When my son was five, his mother died.
She had long hair and the most beautiful skin, smelt like baby powder and cocoa butter. She was beautiful and she was my wife. The pain of course was like nothing I had felt before, the sense of loss, of desperate confusion, I was drowning, flailing my arms in despair and grasping nothing. We had not been married past 6 years when she passed, our son was 5, what was supposed to be our daughter died with her in the hospital.
It’s funny how stories seem so alien, strange, how we nod and listen when people tell us about the supernatural, how even as we believe the most convincing ones, there is always this salient sense behind our minds walls of it being nothing more than an anecdote. Even the ones we do believe, we never really believe will ever be our fortune, our lives are just not tailored like theirs, it just cannot, it will not be our fortune, that like a strange tropical disease, the supernatural targets a .5% minority, and we who all our lives have been nothing but average cannot possibly have the horrendous luck of falling within this small margin.
Before Monique had died she had left what my mother in-law called signs. One evening while I was away on my many business trips – I only found this out after her death – she had called her mother in the very early hours of the morning, breathless and frightfully scared. She had had what her mother called an out of body experience, had in a strange dream seen herself asleep on our bed, a tall man standing over her, watching her. And then in the weeks leading to her labor she had developed out of the blue a strange habit of sleep walking; the doctor said it was perfectly normal, that the pregnancy was having a strain on her.
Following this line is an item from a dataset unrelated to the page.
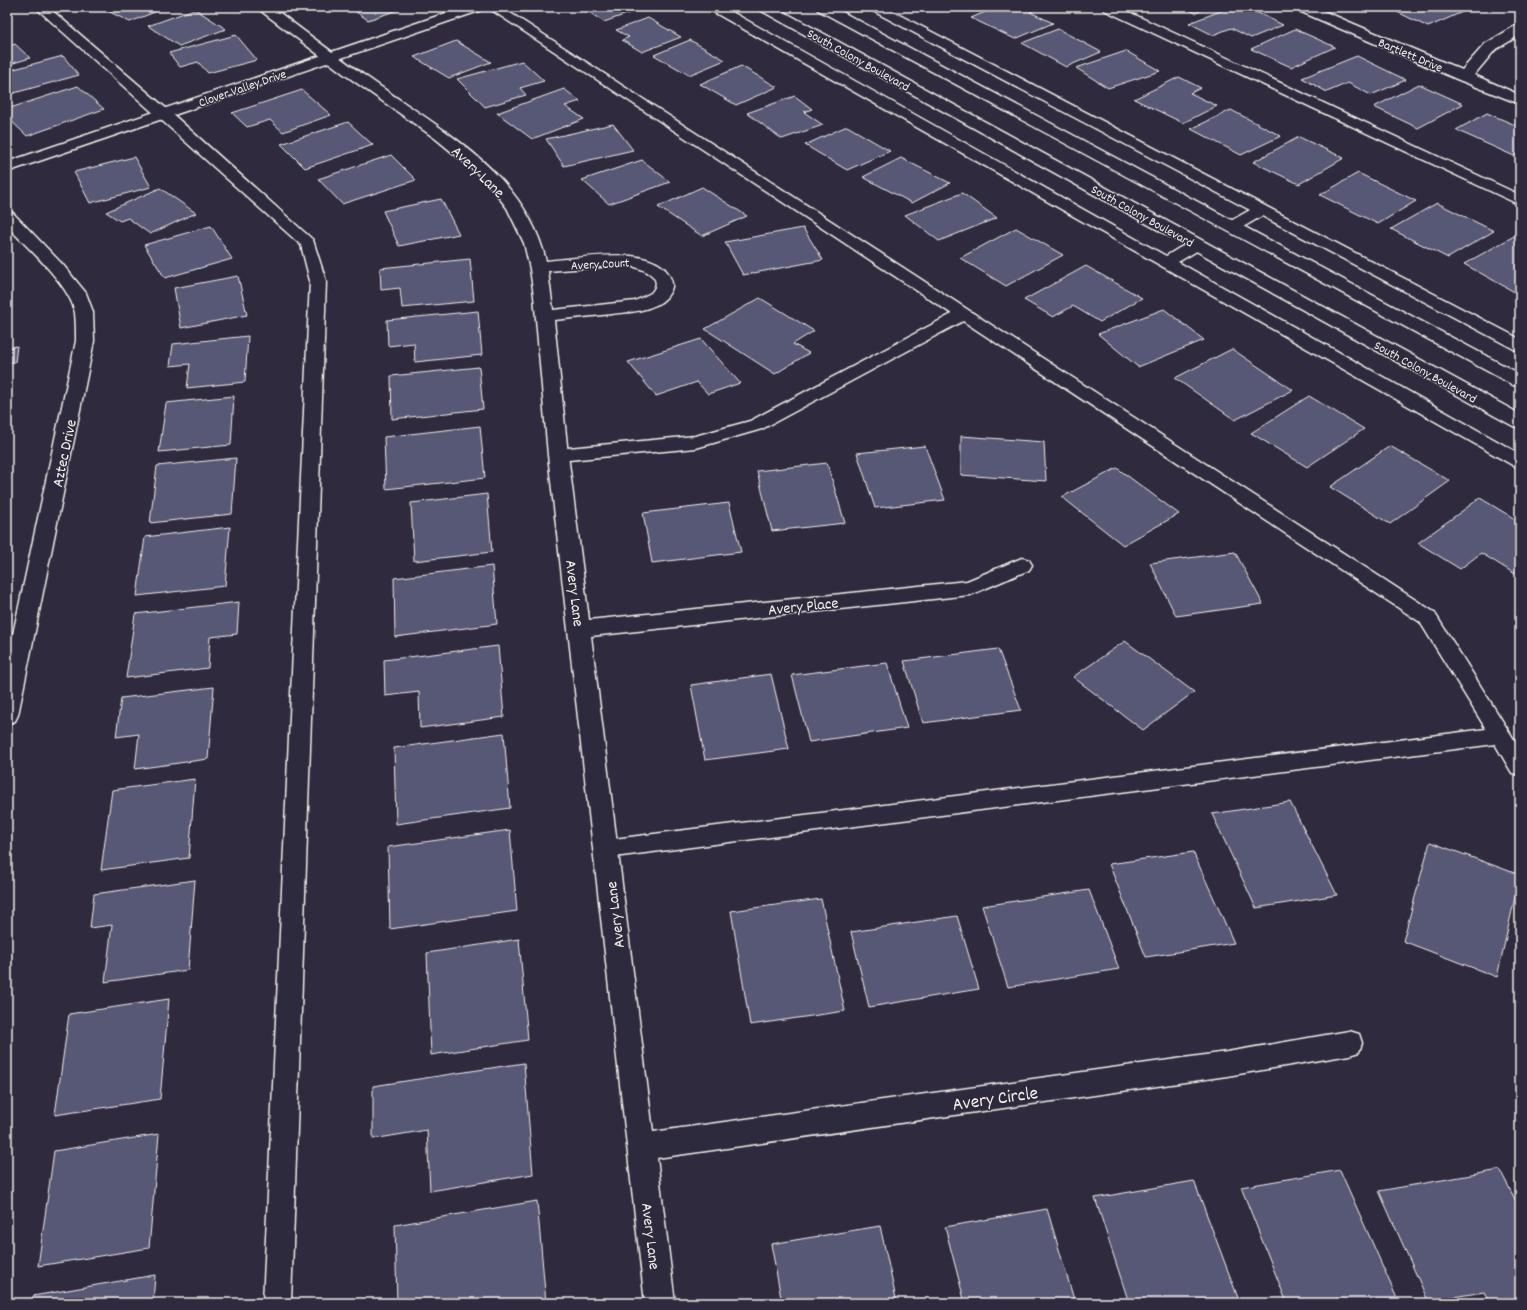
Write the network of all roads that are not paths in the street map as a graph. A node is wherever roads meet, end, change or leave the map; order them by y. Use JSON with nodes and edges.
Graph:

How could I explain that Monique did nothing but sleep? That I had to call from work every day to wake her up otherwise she would not eat at all. I would wake up in the middle of the night and find her side of the bed empty. Sometimes I would find her in our sons room, sitting next to his sleeping self in a trance, her eyes closed and swaying back and forth, other times she would be sitting in the middle of the hall, on the center table, I would turn on the lights and she would be there, her back towards me, rocking back and forth. How she turned the locks and opened the doors with so little noise I could never figure out.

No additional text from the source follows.